Even the identifiers (IDs) mapping – a prerequisite of some integration methods – is not an easy task when matching genes with associated transcripts or proteins (which is not a one-to-one correspondence), or a substantial challenge for other omics combinations, such as mapping genes to associated metabolites. Moreover, annotation of the omic entities (e.g., transcripts, proteins, and metabolites) with additional information, such as pathway membership and molecular characteristics, may require mapping IDs to various database systems (e.g., RefSeq or KEGG). Some of which may not cover all the omics of interest (e.g., metabolites are absent from RefSeq), while others may present outdated IDs due to delays after changes are made in the primary sources (e.g., KEGG GENE being based on RefSeq). The repertoire of identified and annotated molecules varies across omics, ranging from very good coverage of the genome, through a not-yet-complete picture of phosphoproteome and selective coverage of the metabolome. The challenges of metabolite identification may act as a bottleneck for advancement of the joint omics analyses. On the statistical side, unsupervised multi-omics methods can strengthen any signal, including systematic batch effect if present before quantitative measurements are taken, such as during sample acquisition, transport, processing logistics and operations. Failure to correct for such unwanted sources of technical variation, which may not be possible if the necessary information was not recorded during the sample handling steps, can misguide the overall integration process and impact the downstream interpretations and inferences (Kellman et al., 2020). Figure 2 exemplifies the complexity of individual omics data heterogeneity and data sources in the multi-omics framework in a human focused, biomedical study. In the section below, we identify three of the major challenges and pitfalls that explain the above scenarios:
Figure 2. Example of complexity and interconnectivity of omics data sources in a multi-omics framework. A simple cellular endogenous metabolite, lactate is biosynthesized enzymatically from pyruvate (another metabolite) with the help of lactate dehydrogenase (LDHA, a catalytic protein). In turn this LDHA can interact with several known and unknown proteins through protein-protein interactions to regulate its own function, and itself is subjected to diverse post-translational modifications (PTMs) that regulate its catalytic function. Lactate measurement through techniques such as in vivo brain imaging in human or other model animals can generate lactate’s spatial distribution. Gut microbiome via Lactobacillus and other microbes can synthesize lactate and release into human physiological systems to contribute to lactate levels. Lactate biosynthesis regulation can be due to various levels of genetic (e.g., SNPs, CNV, etc.), transcriptomic, post-transcriptomic (e.g., miRNA) and/or epigenetics (e.g., DNA methylation) changes on the LDHA gene. Though this is one of the well-studied set of multi-omics interactions, but one can expect more complex and unknown interactions while integrating multi-omics datasets.
Also referred to as “data munging,” includes various levels of “transformation” and “mapping,” is critical to the multi-omics field. Transformation is accomplished by data scaling, normalization, and imputation that help harmonize different omics data together. Category of “mapping” can be the process of harmonization of IDs across various omics data types or simply annotating data across available meta-data, a labor-intensive process that requires massive one-to-one or one-to-many relationship operations. Careful registration of samples and robust metadata recording tables, with involvement of data generation and analysis teams can help circumvent this challenge and mitigate errors.

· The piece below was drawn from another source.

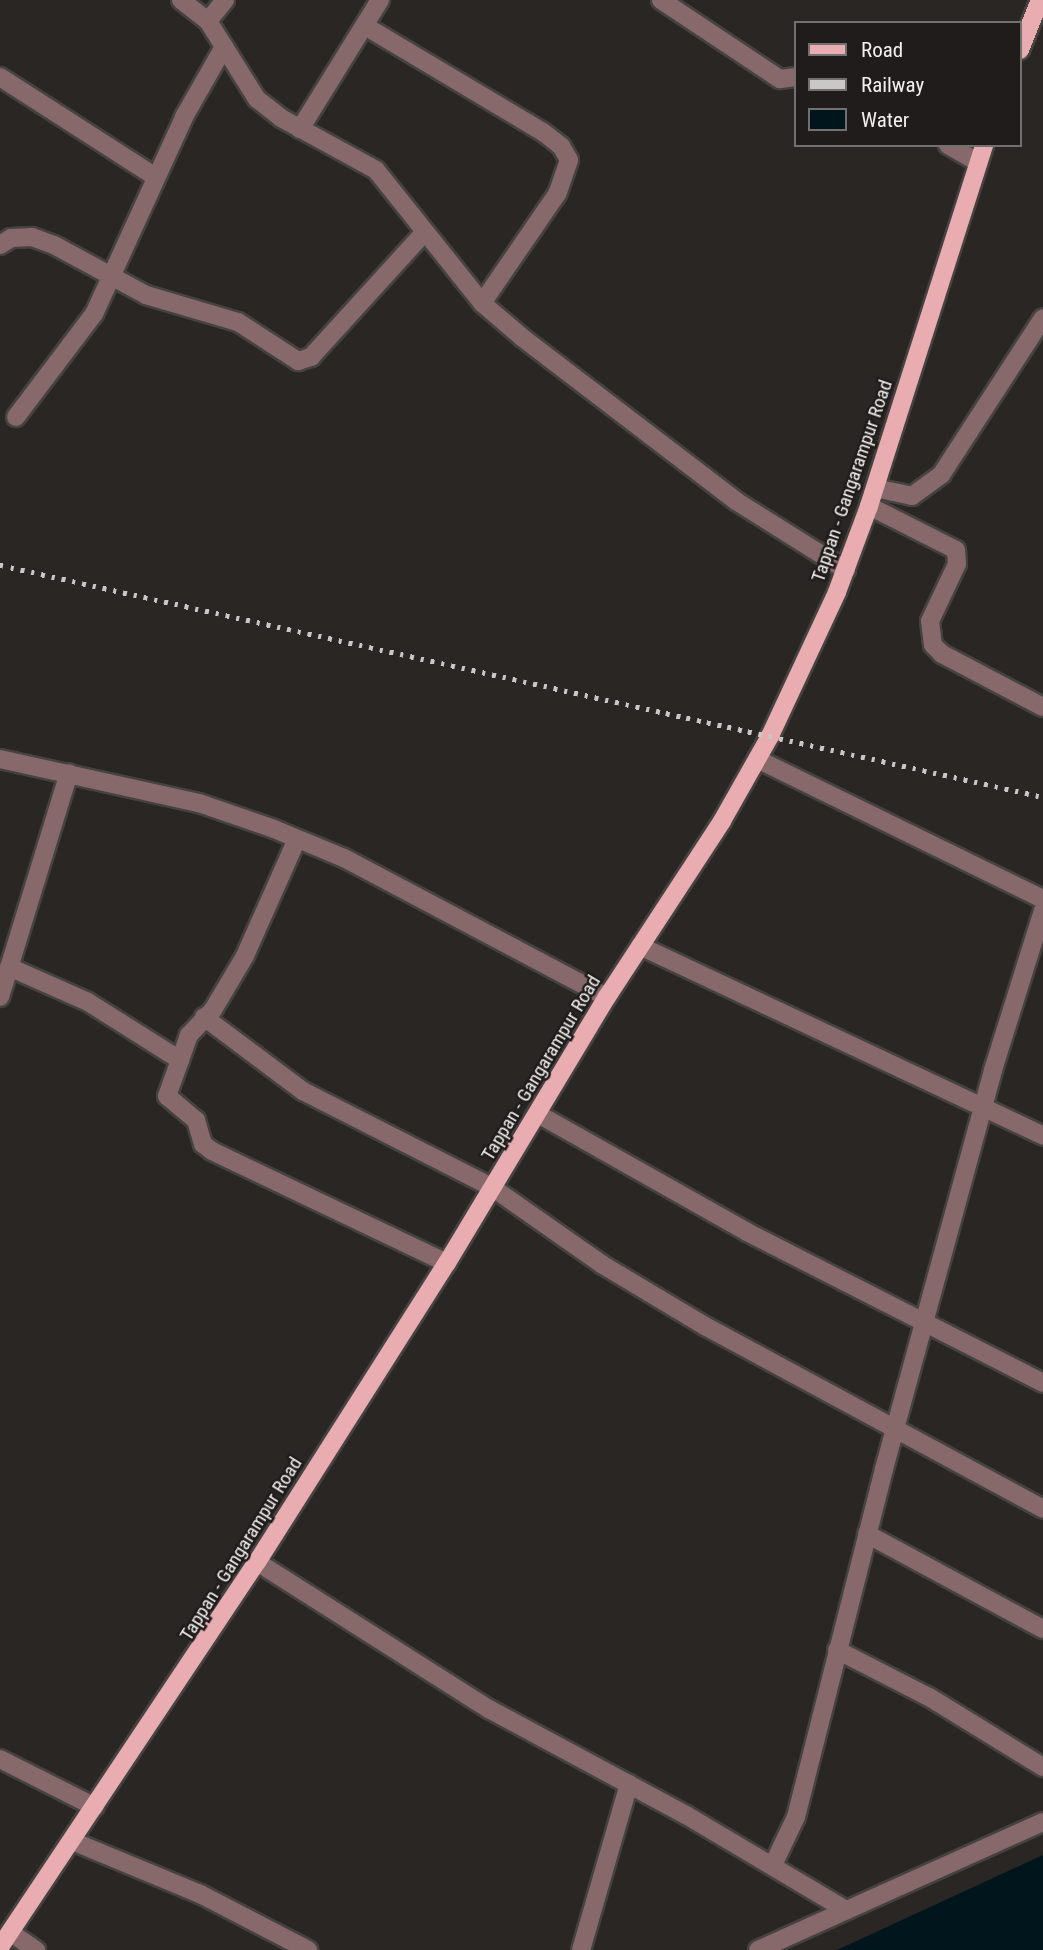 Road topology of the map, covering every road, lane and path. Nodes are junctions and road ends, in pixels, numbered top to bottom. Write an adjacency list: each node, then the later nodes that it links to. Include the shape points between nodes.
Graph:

Data heterogeneity is often another bottleneck while dealing with multi-omics data as these are generated via varied technologies (i.e., consider sequencing versus mass-spectrometry, or microarray versus mass-spectrometry scenarios) and platforms (i.e., targeted versus untargeted, high resolution versus single cell). Pre-processing steps pertaining to individual datasets may not help overall, especially when democratizing them under a unified framework still remains challenging. However, some tools have led to improved handling, such as similarity network fusion (SNF) (Wang et al., 2014), mixOmics (Rohart et al., 2017), Multi-Omics Factor Analysis (MOFA) (Argelaguet et al., 2018), among others. Their utility depends on matrix factorization, network fusion, canonical correlation, factor analysis, and are used for downstream feature extraction and feature selection purposes for phenotypic prediction. Efforts have focused on dimension reduction (Meng et al., 2016), integration approaches while running into multicollinearity (Meng et al., 2014), and integration issues when dealing with multi-omics and non-omics data (López de Maturana et al., 2019) as explained below.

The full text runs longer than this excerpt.